> **TO DO**
Give the number of lines in the records below that include "pinky". Reply with that number alone.

> **DATA FOR REVIEW**
*** Block opens ***

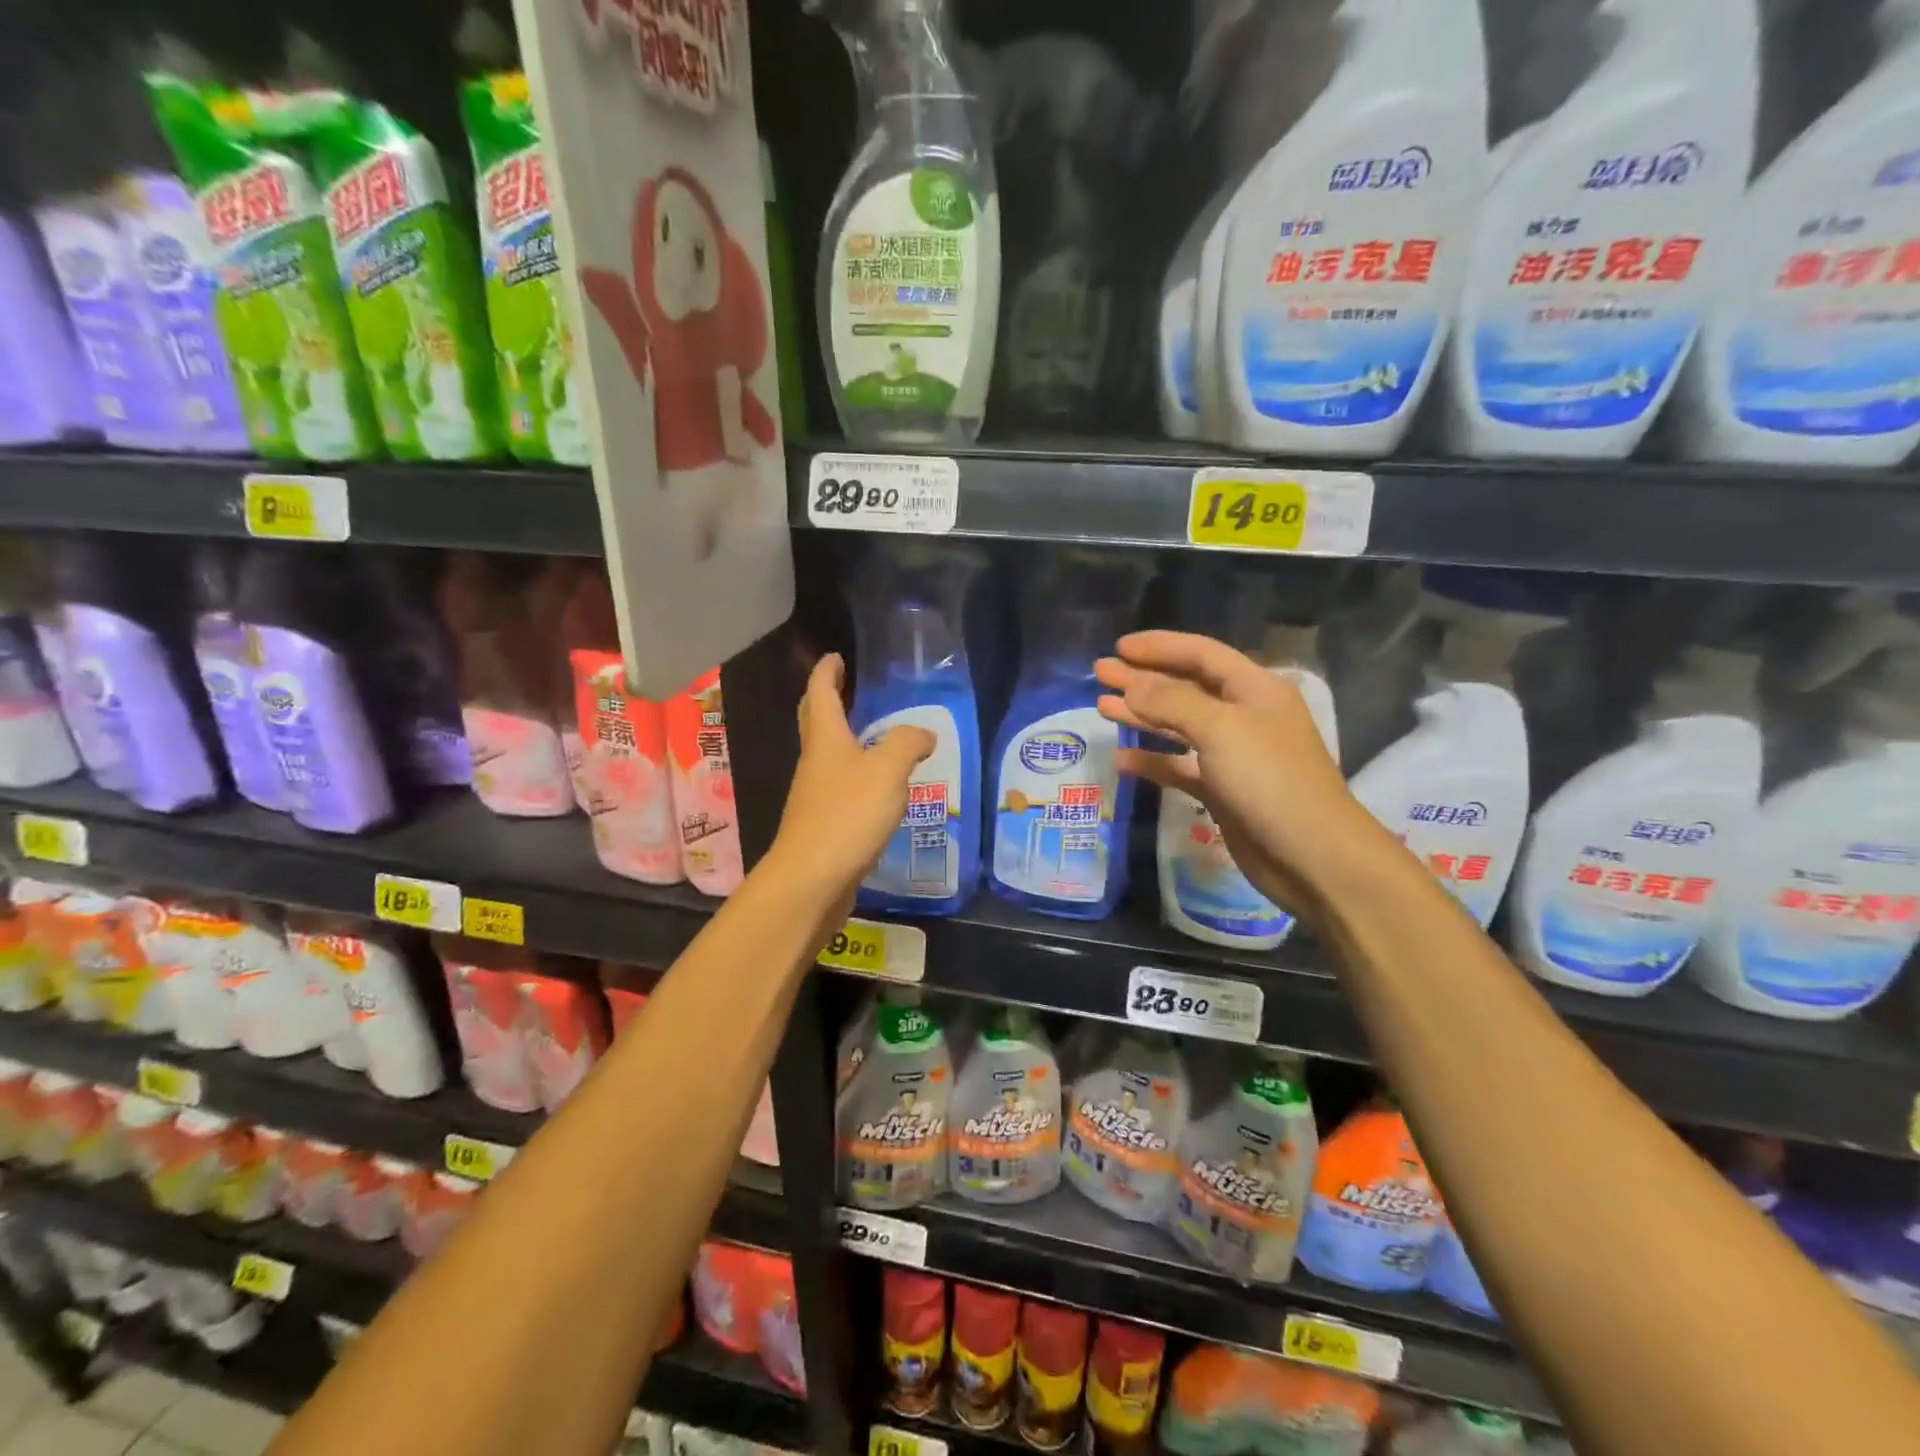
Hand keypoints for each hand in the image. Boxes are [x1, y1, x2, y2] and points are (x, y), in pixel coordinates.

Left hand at [767, 653, 934, 926]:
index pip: (821, 693)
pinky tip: (878, 789)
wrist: (812, 879)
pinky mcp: (823, 825)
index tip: (835, 657)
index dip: (827, 672)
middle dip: (828, 700)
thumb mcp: (887, 771)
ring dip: (845, 740)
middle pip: (816, 722)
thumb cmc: (847, 815)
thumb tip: (922, 735)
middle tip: (847, 687)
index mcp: (825, 739)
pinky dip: (856, 776)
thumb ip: (907, 744)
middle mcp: (815, 762)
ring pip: (828, 756)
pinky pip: (840, 788)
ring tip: (875, 737)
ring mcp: (815, 795)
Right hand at [1096, 631, 1368, 914]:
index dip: (1160, 646)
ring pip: (1179, 726)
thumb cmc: (1270, 780)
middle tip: (1101, 672)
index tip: (1119, 647)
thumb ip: (1172, 701)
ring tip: (1102, 707)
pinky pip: (1179, 767)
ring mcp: (1232, 756)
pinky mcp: (1222, 791)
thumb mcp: (1221, 729)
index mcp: (1254, 689)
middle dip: (1143, 678)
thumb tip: (1131, 685)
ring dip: (1142, 715)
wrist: (1312, 856)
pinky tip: (1122, 759)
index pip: (1202, 654)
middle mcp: (1243, 716)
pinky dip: (1152, 761)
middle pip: (1185, 687)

*** Block closes ***

> **OUTPUT**
8